■ MATERIAL SUPPLIED ■

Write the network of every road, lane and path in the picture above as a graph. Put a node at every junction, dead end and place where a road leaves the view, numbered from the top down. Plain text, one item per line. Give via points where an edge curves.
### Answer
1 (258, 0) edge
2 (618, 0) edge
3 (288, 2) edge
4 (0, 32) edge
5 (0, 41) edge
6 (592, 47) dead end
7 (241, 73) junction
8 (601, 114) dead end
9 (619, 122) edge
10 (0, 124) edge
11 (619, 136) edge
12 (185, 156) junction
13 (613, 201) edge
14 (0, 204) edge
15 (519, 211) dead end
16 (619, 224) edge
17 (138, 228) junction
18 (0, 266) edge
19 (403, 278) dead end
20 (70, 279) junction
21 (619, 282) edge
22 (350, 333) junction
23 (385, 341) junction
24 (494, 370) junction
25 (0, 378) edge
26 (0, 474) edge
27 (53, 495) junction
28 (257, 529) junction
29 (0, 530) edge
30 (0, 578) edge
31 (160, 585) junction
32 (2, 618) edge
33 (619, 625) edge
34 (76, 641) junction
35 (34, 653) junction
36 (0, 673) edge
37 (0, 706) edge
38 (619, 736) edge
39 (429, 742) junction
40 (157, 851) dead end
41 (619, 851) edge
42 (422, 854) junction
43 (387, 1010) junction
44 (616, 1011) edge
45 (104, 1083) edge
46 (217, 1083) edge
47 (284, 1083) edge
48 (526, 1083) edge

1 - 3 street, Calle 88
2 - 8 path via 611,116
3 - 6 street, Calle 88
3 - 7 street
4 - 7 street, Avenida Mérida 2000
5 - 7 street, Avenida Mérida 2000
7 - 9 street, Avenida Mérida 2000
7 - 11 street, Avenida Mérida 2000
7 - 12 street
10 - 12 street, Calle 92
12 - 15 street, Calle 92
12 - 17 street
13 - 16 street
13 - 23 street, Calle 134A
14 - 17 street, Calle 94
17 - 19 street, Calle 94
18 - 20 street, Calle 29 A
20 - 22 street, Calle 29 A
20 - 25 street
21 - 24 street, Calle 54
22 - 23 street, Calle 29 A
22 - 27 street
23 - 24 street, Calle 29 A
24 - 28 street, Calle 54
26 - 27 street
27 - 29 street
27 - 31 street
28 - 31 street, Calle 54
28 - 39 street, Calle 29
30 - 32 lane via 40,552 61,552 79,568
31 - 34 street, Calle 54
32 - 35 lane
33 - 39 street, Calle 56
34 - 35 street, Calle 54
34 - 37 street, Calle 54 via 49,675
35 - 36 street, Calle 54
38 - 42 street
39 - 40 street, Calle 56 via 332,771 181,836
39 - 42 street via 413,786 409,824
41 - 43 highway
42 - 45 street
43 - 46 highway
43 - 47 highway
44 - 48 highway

■ TASK OBJECTIVE ■
An exact copy of every record is required.

■ SOLUTION FOR THIS EXERCISE ■
Write the network of every road, lane and path in the picture above as a graph. Put a node at every junction, dead end and place where a road leaves the view, numbered from the top down. Plain text, one item per line. Give via points where an edge curves.
### Answer
1 (258, 0) edge
2 (618, 0) edge
3 (288, 2) edge
4 (0, 32) edge
5 (0, 41) edge
6 (592, 47) dead end
7 (241, 73) junction
8 (601, 114) dead end
9 (619, 122) edge
10 (0, 124) edge
11 (619, 136) edge
12 (185, 156) junction
13 (613, 201) edge
14 (0, 204) edge
15 (519, 211) dead end
16 (619, 224) edge
17 (138, 228) junction
18 (0, 266) edge
19 (403, 278) dead end
20 (70, 279) junction
21 (619, 282) edge
22 (350, 333) junction
23 (385, 341) junction
24 (494, 370) junction
25 (0, 378) edge
26 (0, 474) edge
27 (53, 495) junction
28 (257, 529) junction
29 (0, 530) edge
30 (0, 578) edge
31 (160, 585) junction
32 (2, 618) edge
33 (619, 625) edge
34 (76, 641) junction
35 (34, 653) junction
36 (0, 673) edge
37 (0, 706) edge
38 (619, 736) edge
39 (429, 742) junction
40 (157, 851) dead end
41 (619, 851) edge
42 (422, 854) junction
43 (387, 1010) junction
44 (616, 1011) edge
45 (104, 1083) edge
46 (217, 1083) edge
47 (284, 1083) edge
48 (526, 1083) edge

1 - 3 street, Calle 88
2 - 8 path via 611,116
3 - 6 street, Calle 88
3 - 7 street
4 - 7 street, Avenida Mérida 2000
5 - 7 street, Avenida Mérida 2000
7 - 9 street, Avenida Mérida 2000
7 - 11 street, Avenida Mérida 2000
7 - 12 street
10 - 12 street, Calle 92
12 - 15 street, Calle 92
12 - 17 street
13 - 16 street
13 - 23 street, Calle 134A
14 - 17 street, Calle 94
17 - 19 street, Calle 94
18 - 20 street, Calle 29 A
20 - 22 street, Calle 29 A
20 - 25 street
21 - 24 street, Calle 54
22 - 23 street, Calle 29 A
22 - 27 street
23 - 24 street, Calle 29 A
24 - 28 street, Calle 54
26 - 27 street
27 - 29 street
27 - 31 street
28 - 31 street, Calle 54
28 - 39 street, Calle 29
30 - 32 lane via 40,552 61,552 79,568
31 - 34 street, Calle 54
32 - 35 lane
33 - 39 street, Calle 56
34 - 35 street, Calle 54
34 - 37 street, Calle 54 via 49,675
35 - 36 street, Calle 54
38 - 42 street
39 - 40 street, Calle 56 via 332,771 181,836
39 - 42 street via 413,786 409,824
41 - 43 highway
42 - 45 street
43 - 46 highway
43 - 47 highway
44 - 48 highway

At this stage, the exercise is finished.